Pagué tres euros más, extendí el brazo y dejé que el portero estampase un corazón en mi muñeca. Álex supo entonces que la noche no terminaría temprano. Ese sello daba derecho a ir al baño todas las veces que fuesen necesarias, sin tener que pagar a la madame pipi cincuenta céntimos por entrar. En la práctica, esa marca de tinta nos clasificaba en dos grandes bandos: los ‘descorazonados’, que se irían a casa pronto, y los que nos quedaríamos, confiando todavía en que las noches pueden traer algo más que ibuprofeno y decepciones.
Gelatina se había convertido en la soirée del verano, y bajar las escaleras de la Gare Bruxelles-Congrès mientras sonaba La Casa Azul me pareció más que una señal, casi una recepción. Dejamos la chaqueta, e ignoramos el photocall o quizá el photocall nos ignoró a nosotros. Me alegré de que la música estuviese tan alta que apenas se pudiese hablar.

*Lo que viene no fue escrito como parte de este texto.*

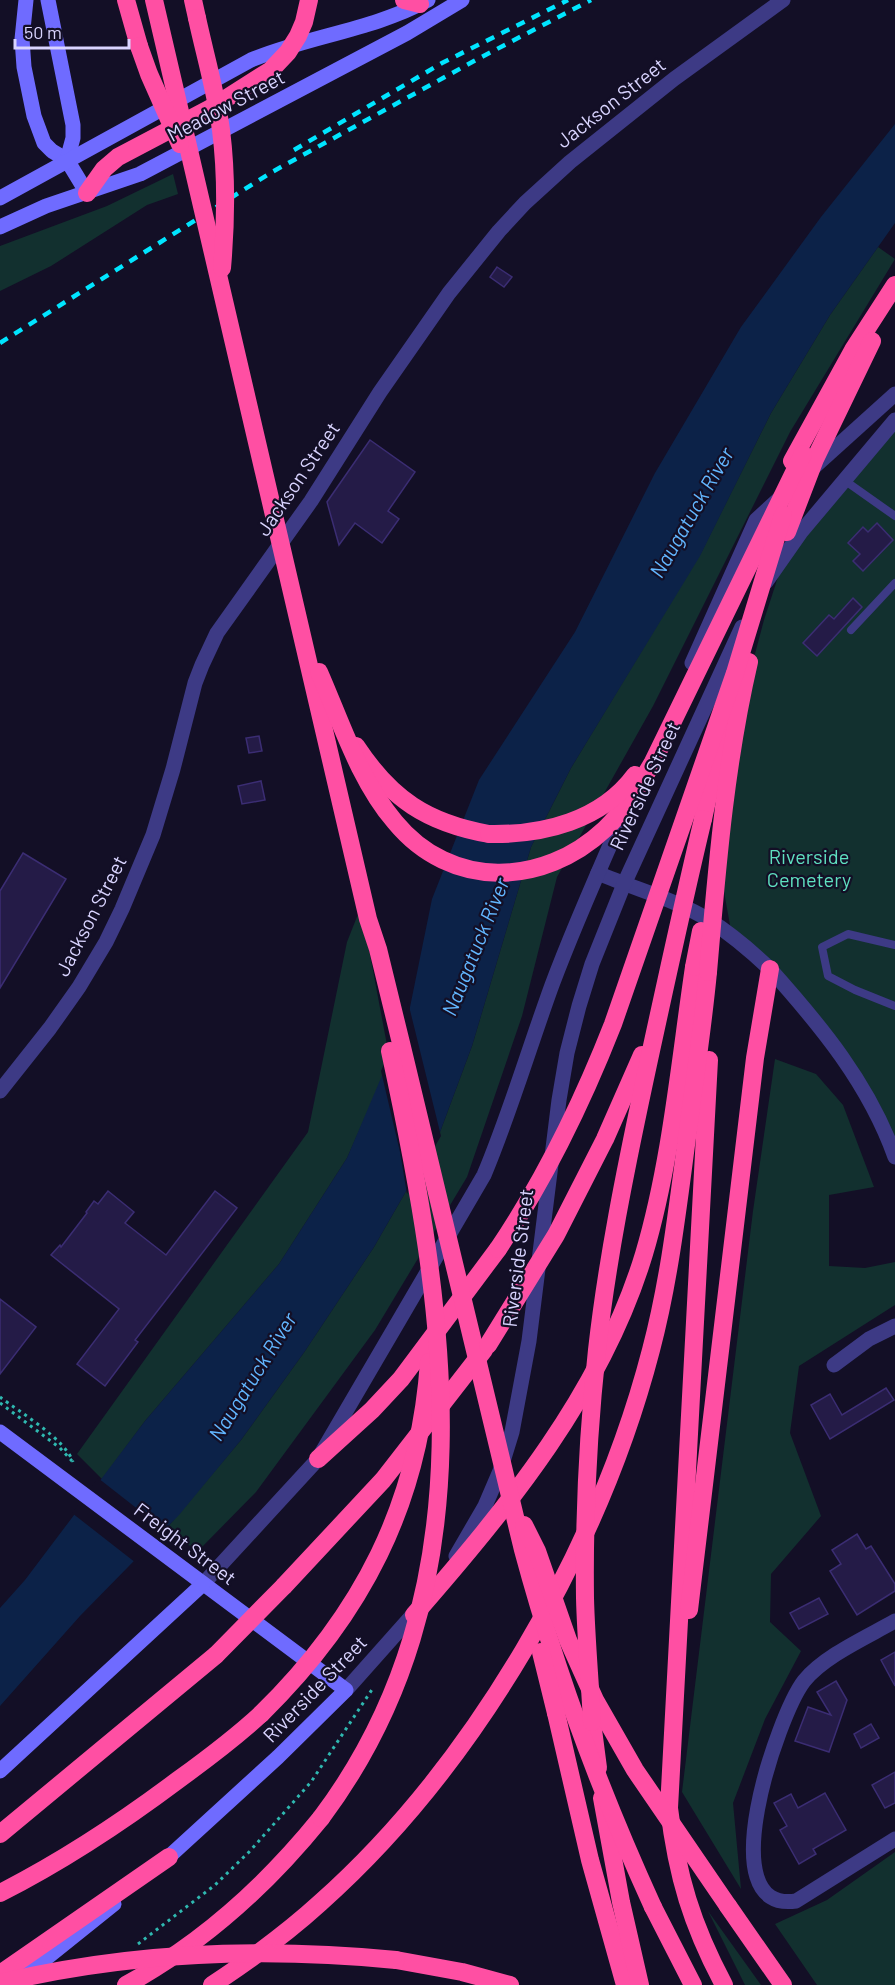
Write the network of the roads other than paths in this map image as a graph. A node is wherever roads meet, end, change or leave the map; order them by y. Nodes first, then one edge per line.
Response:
1 (26, 0) edge
2 (48, 0) edge
3 (126, 0) edge
4 (154, 0) edge
5 (309, 0) edge
6 (462, 0) edge
7 (783, 0) edge
8 (417, 1) edge
9 (195, 9) edge
10 (293, 44) junction
11 (67, 160) junction
12 (194, 174) junction
13 (87, 193) junction
14 (0, 198) edge
15 (0, 226) edge
16 (895, 285) edge
17 (221, 291) junction
18 (895, 292) edge
19 (895, 300) edge
20 (895, 394) edge
21 (895, 420) edge
22 (803, 454) junction
23 (844, 480) junction
24 (895, 516) edge
25 (895, 582) edge
26 (851, 630) dead end
27 (301, 631) junction
28 (735, 673) junction
29 (598, 873) junction
30 (624, 884) junction
31 (367, 919) junction
32 (895, 945) edge
33 (770, 969) junction
34 (705, 971) junction
35 (895, 1006) edge
36 (656, 1023) junction
37 (0, 1091) edge
38 (895, 1157) edge
39 (895, 1326) edge
40 (834, 1365) dead end
41 (0, 1431) edge
42 (318, 1459) junction
43 (512, 1506) junction
44 (203, 1584) junction
45 (895, 1620) edge
46 (409, 1621) junction
47 (345, 1690) junction
48 (0, 1771) edge
49 (669, 1773) junction
50 (0, 1834) edge
51 (895, 1839) edge
52 (169, 1857) junction
53 (0, 1893) edge
54 (0, 1974) edge
55 (0, 1983) edge
56 (13, 1985) edge
57 (126, 1985) edge
58 (212, 1985) edge
59 (510, 1985) edge
60 (625, 1985) edge
61 (640, 1985) edge
62 (693, 1985) edge
63 (724, 1985) edge
64 (783, 1985) edge

1 - 11 main road
2 - 11 main road
3 - 12 highway, bridge
4 - 12 highway, bridge
4 - 27 highway, bridge
5 - 10 highway
6 - 13 main road, Meadow Street
7 - 37 street, Jackson Street
8 - 10 main road, Meadow Street
9 - 17 highway, bridge
10 - 11 main road, Meadow Street
10 - 13 highway
11 - 13 main road
11 - 14 main road, Meadow Street
12 - 17 highway, bridge
13 - 15 main road, Meadow Street
16 - 27 highway, bridge
17 - 27 highway, bridge
18 - 22 highway, bridge
19 - 34 highway, bridge
20 - 29 street, Riverside Street
21 - 23 street, Riverside Street
22 - 27 highway, bridge
22 - 28 highway, bridge
23 - 24 lane
23 - 30 street, Riverside Street
25 - 26 lane
27 - 31 highway, bridge
28 - 36 highway, bridge
28 - 42 highway, bridge
29 - 30 street
29 - 42 street, Riverside Street
30 - 33 street
30 - 46 street, Riverside Street
31 - 43 highway, bridge
31 - 53 highway, bridge
31 - 57 highway, bridge
31 - 60 highway, bridge
32 - 35 lane
33 - 38 street
33 - 49 highway
34 - 46 highway
34 - 49 highway
34 - 58 highway
36 - 50 highway, bridge
36 - 61 highway, bridge
39 - 40 street
41 - 44 main road, Freight Street
42 - 44 street, Riverside Street
43 - 62 highway, bridge
43 - 64 highway, bridge
44 - 47 main road, Freight Street
44 - 48 main road, Riverside Street
45 - 51 street
46 - 47 street, Riverside Street
47 - 52 main road, Riverside Street
49 - 63 highway
52 - 54 highway
52 - 56 main road, Riverside Street
55 - 59 highway, bridge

Odiaba descifrar ese francés de borrachos en el que sus diecinueve vocales suenan a ‘u’. De camino a la barra empezó el baile de miradas. Como cada noche, ojos que te siguen, te descartan o te dan cita para tres copas más tarde. Adoraba aquel lenguaje de falsa sutileza, aquel código que se vuelve burdo a medida que la noche avanza, hasta el punto de mirar a gritos cuando suena la última canción y afuera sólo espera un taxi para volver a casa. Sin embargo, la última canción estaba lejos, y yo flotaba en aquel espacio subterráneo de hierro y hormigón, un búnker de ritmos y temperatura alta, de luces flúor iluminando las caras y, en lo alto, Ricky Corazón, con sus gafas de sol azules y su camisa de flores, transformando una estación de metro abandonada en un acuario de peces tropicales, con sus electrocumbias y su pop latino. A mi alrededor, un archipiélago de caras pálidas, de pelos desordenados, de camisetas rasgadas y zapatillas sucias, de cuerpos lánguidos, sudando, agitándose como espectros, lentos y suaves, desapareciendo y apareciendo, sincronizados con el latido de las luces. No sé cuándo llegó, pero en cuanto le vi, el resto de las miradas se fueron a negro.

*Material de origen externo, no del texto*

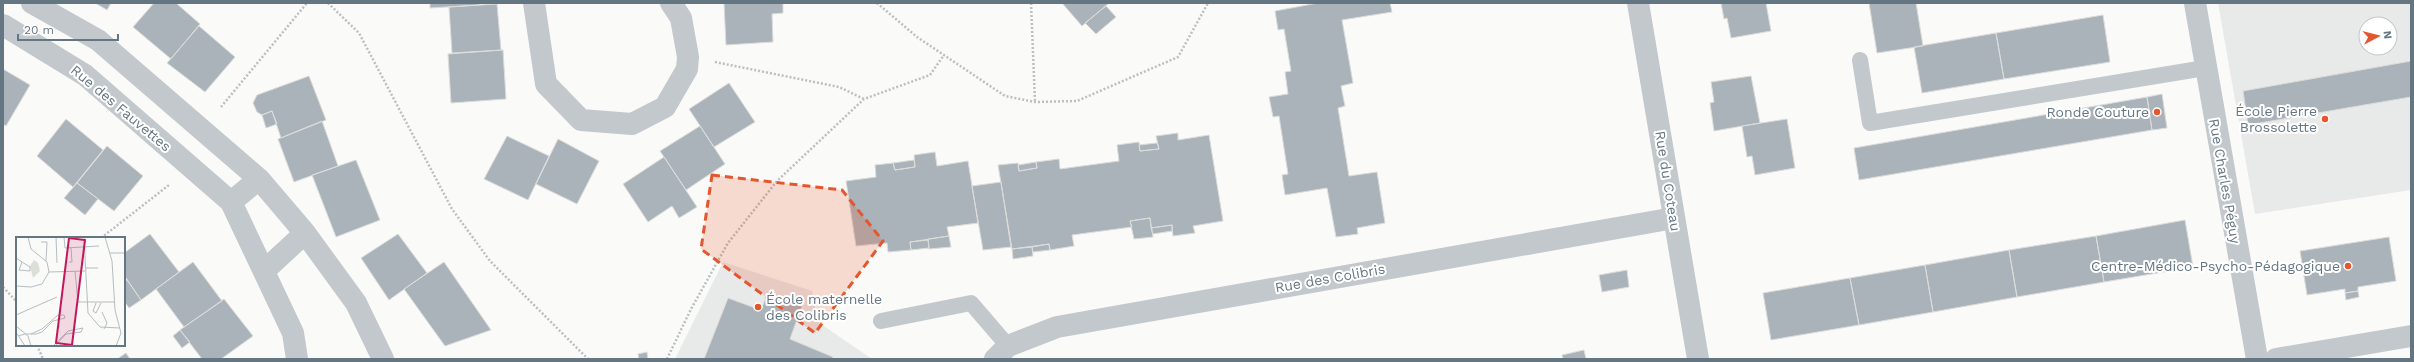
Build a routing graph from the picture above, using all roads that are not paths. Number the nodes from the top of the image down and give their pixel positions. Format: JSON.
{"nodes":[{"id":1,"x":32,"y":3,"type":"edge"},
{"id":2,"x":534,"y":3,"type":"edge"},
{"id":3,"x":671,"y":3,"type":"edge"},
{"id":4,"x":1638,"y":3,"type":"edge"},
{"id":5,"x":2195,"y":3,"type":"edge"},
{"id":6,"x":3,"y":25,"type":"edge"},
{"id":7,"x":1860,"y":60,"type":"dead end"},
{"id":8,"x":2205,"y":68,"type":"junction"},
{"id":9,"x":259,"y":179,"type":"junction"},
{"id":10,"x":231,"y":202,"type":"junction"},
{"id":11,"x":1674,"y":218,"type":"junction"},
{"id":12,"x":305,"y":233,"type":"junction"},
{"id":13,"x":264,"y":271,"type":"junction"},
{"id":14,"x":881,"y":321,"type":"dead end"},
{"id":15,"x":2411,"y":336,"type":"edge"},
{"id":16,"x":1002,"y":353,"type":"edge"},
{"id":17,"x":297,"y":359,"type":"edge"},
{"id":18,"x":383,"y":359,"type":"edge"},
{"id":19,"x":1698,"y":359,"type":"edge"},
{"id":20,"x":2257,"y":359,"type":"edge"},
{"id":21,"x":2276,"y":359,"type":"edge"}],
"edges":[{"from":1,"to":9,"type":"street"},
{"from":2,"to":3,"type":"street"},
{"from":4,"to":11,"type":"street","name":"Rue du Coteau"},
{"from":5,"to":8,"type":"street","name":"Rue Charles Péguy"},
{"from":6,"to":10,"type":"street","name":"Rue des Fauvettes"},
{"from":7,"to":8,"type":"lane"},
{"from":8,"to":20,"type":"street","name":"Rue Charles Péguy"},
{"from":9,"to":10,"type":"street"},
{"from":9,"to":12,"type":"street"},
{"from":10,"to":13,"type":"street","name":"Rue des Fauvettes"},
{"from":11,"to":16,"type":"street","name":"Rue des Colibris"},
{"from":11,"to":19,"type":"street","name":"Rue du Coteau"},
{"from":12,"to":13,"type":"street"},
{"from":12,"to":18,"type":"street"},
{"from":13,"to":17,"type":"street","name":"Rue des Fauvettes"},
{"from":14,"to":16,"type":"lane"},
{"from":15,"to":21,"type":"street"}]}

Lo primero fue su cuello, largo como una columna de arena, marcado con dos lunares, los puntos gemelos de un mordisco. Bailaba sujetando la mano de una amiga, leve, frágil, torpe. Quise que la música no estuviese tan alta, y me quedé pegado a aquella pared donde en algún momento alguien también esperó a su metro. Sonaba Javiera Mena, sentía un deseo intenso, urgente de conocerle, un impulso físico, en el estómago. Álex me llamó desde la barra, le ignoré. Se acercó y me presentó a un inoportuno. Al volverme se había esfumado. Le vi subiendo las escaleras de dos en dos. La vida no es un anuncio de perfumes y no salí corriendo. Seguí anclado a mi inoportuno, pensando que afuera sería de día, y se escucharían el ruido de los comercios y los colegios, las frases limpias de una mañana que me dejaba sin tiempo y sin espacio.

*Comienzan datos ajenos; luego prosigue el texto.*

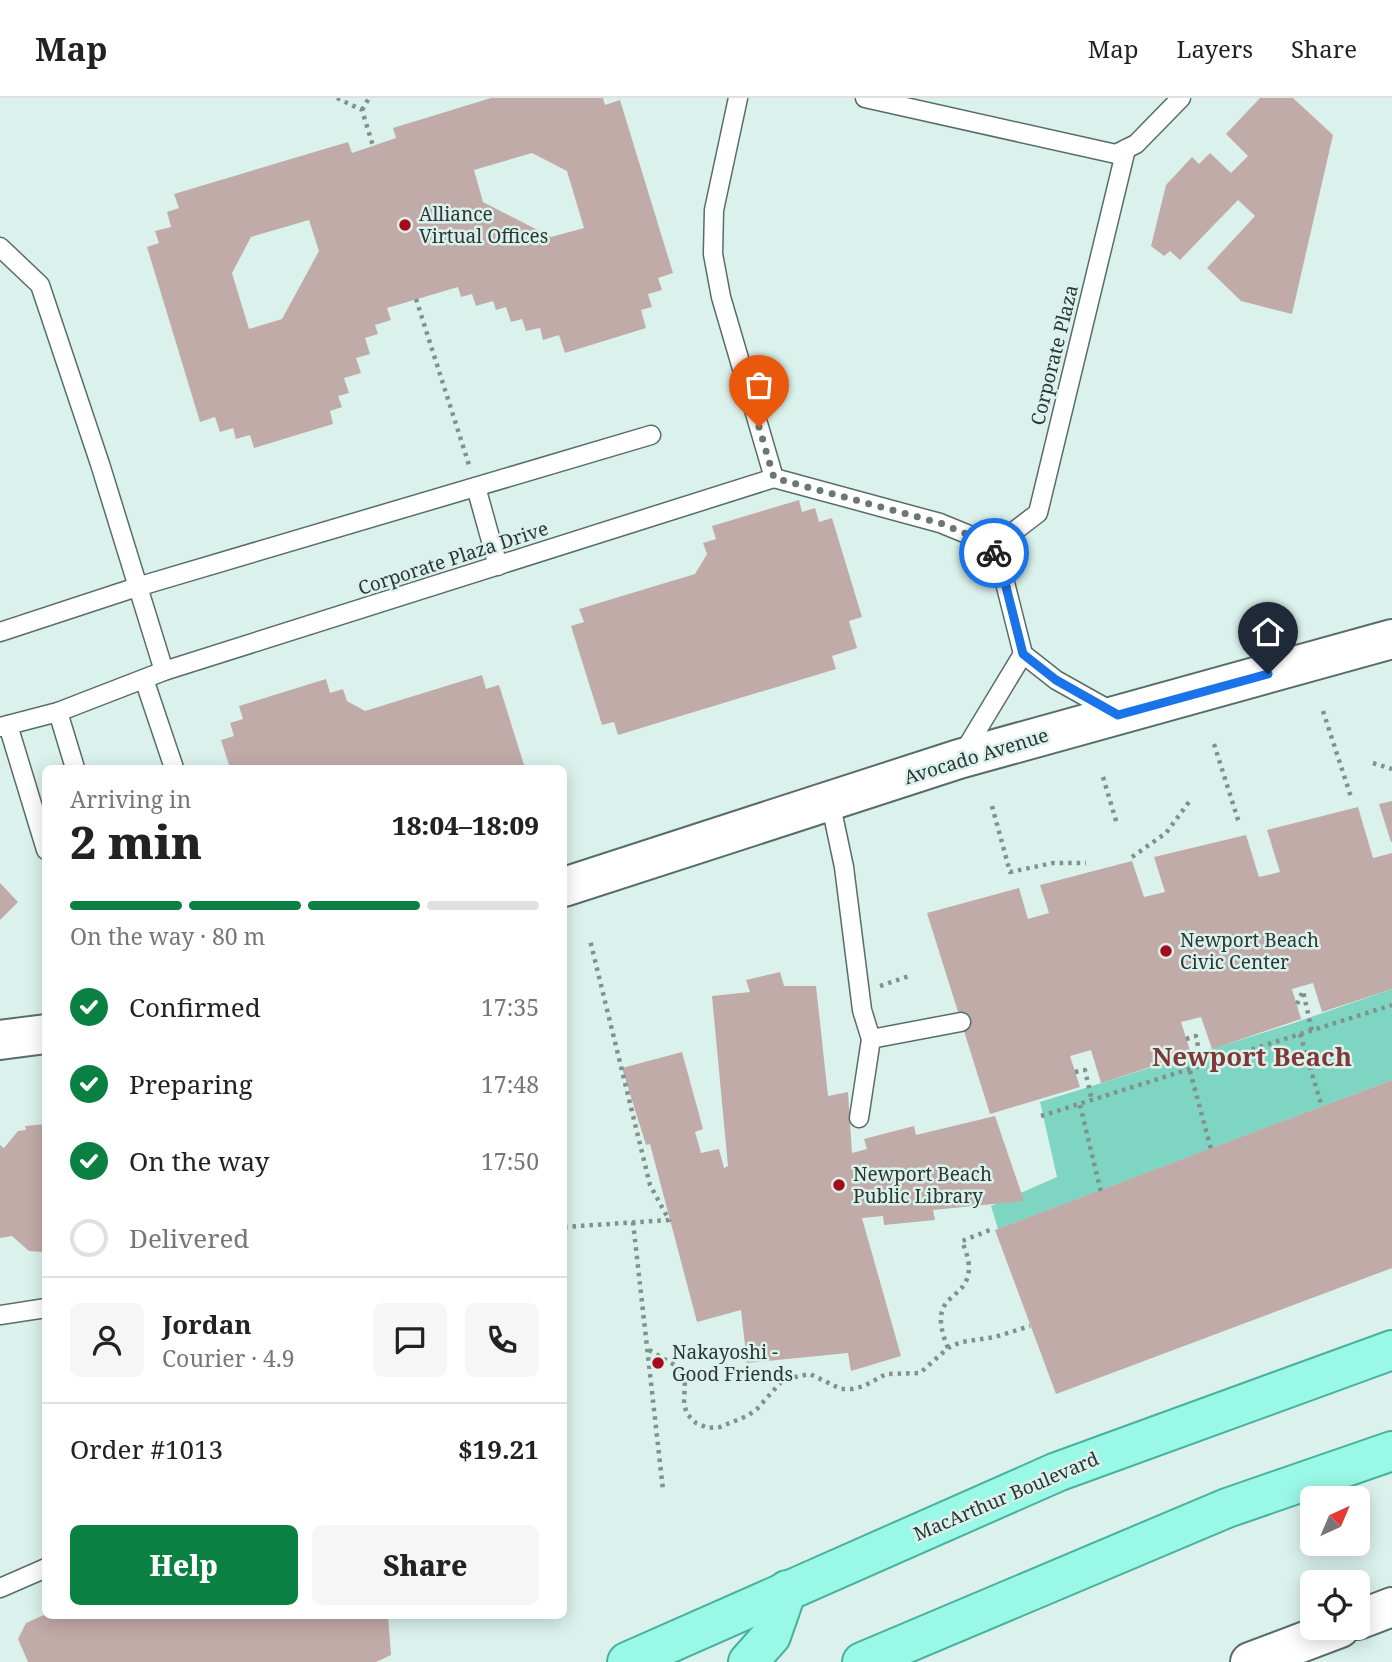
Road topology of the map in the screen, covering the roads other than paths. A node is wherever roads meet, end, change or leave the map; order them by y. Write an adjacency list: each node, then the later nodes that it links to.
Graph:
1 (738, 98): 7 (lane)
2 (865, 98): 4 (lane)
3 (1181, 98): 4 (lane)
4 (1126, 149): 9 (lane, Corporate Plaza)
5 (0, 247): 11 (lane)
6 (651, 435): 8 (lane)
7 (774, 478): 9 (lane); 10 (lane, Corporate Plaza Drive)
8 (476, 487): 10 (lane); 11 (lane)
9 (991, 550): 14 (lane)
10 (498, 566): 15 (lane, Corporate Plaza Drive)
11 (137, 587): 12 (lane); 15 (lane)
12 (0, 632)
13 (1392, 639): 18 (street, Avocado Avenue)
14 (1023, 654): 18 (lane); 20 (lane)
15 (164, 671): 16 (lane, Corporate Plaza Drive)
16 (144, 679): 17 (lane, Corporate Plaza Drive); 22 (lane)
17 (58, 712): 19 (lane, Corporate Plaza Drive); 21 (lane)
18 (1118, 715): 20 (street, Avocado Avenue)
19 (4, 726): 24 (lane)
20 (959, 759): 23 (street, Avocado Avenue)
21 (74, 765)
22 (173, 765)
23 (830, 801): 25 (street, Avocado Avenue); 28 (lane)
24 (42, 838)
25 (567, 886)
26 (961, 1022): 28 (lane)
27 (42, 1035): 29 (street)
28 (871, 1039): 30 (lane)
29 (0, 1040)
30 (859, 1118)
31 (42, 1309): 32 (lane)
32 (0, 1315)
33 (1392, 1350): 37 (main road, MacArthur Boulevard)
34 (1392, 1451): 43 (main road)
35 (42, 1570): 36 (lane)
36 (0, 1588)
37 (787, 1590): 41 (main road, MacArthur Boulevard); 42 (main road)
38 (1392, 1607): 39 (street)
39 (1370, 1615)
40 (1308, 1640): 44 (street)
41 (627, 1662)
42 (748, 1662)
43 (862, 1662)
44 (1250, 1662)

Aquella noche dormí agitado, y salté al ordenador en cuanto abrí los ojos. Nada. Durante toda la mañana entré y salí de la web de Gelatina, con el ansia del jugador al que le queda una apuesta. A las cinco de la tarde, Ricky Corazón apareció, sonriendo a mi resaca desde la pantalla de mi portátil. Nervioso, revisé cada una de las fotos de la galería. Delante del photocall, posaban todos los espectros de la noche anterior y, en medio de ellos, él. Sólo tenía una foto, pero tenía un principio, y quien tiene un principio tiene un camino y aquel camino que empezaba no sería corto ni acabaría bien, pero sería hermoso y me llevaría a lugares que nunca antes había conocido.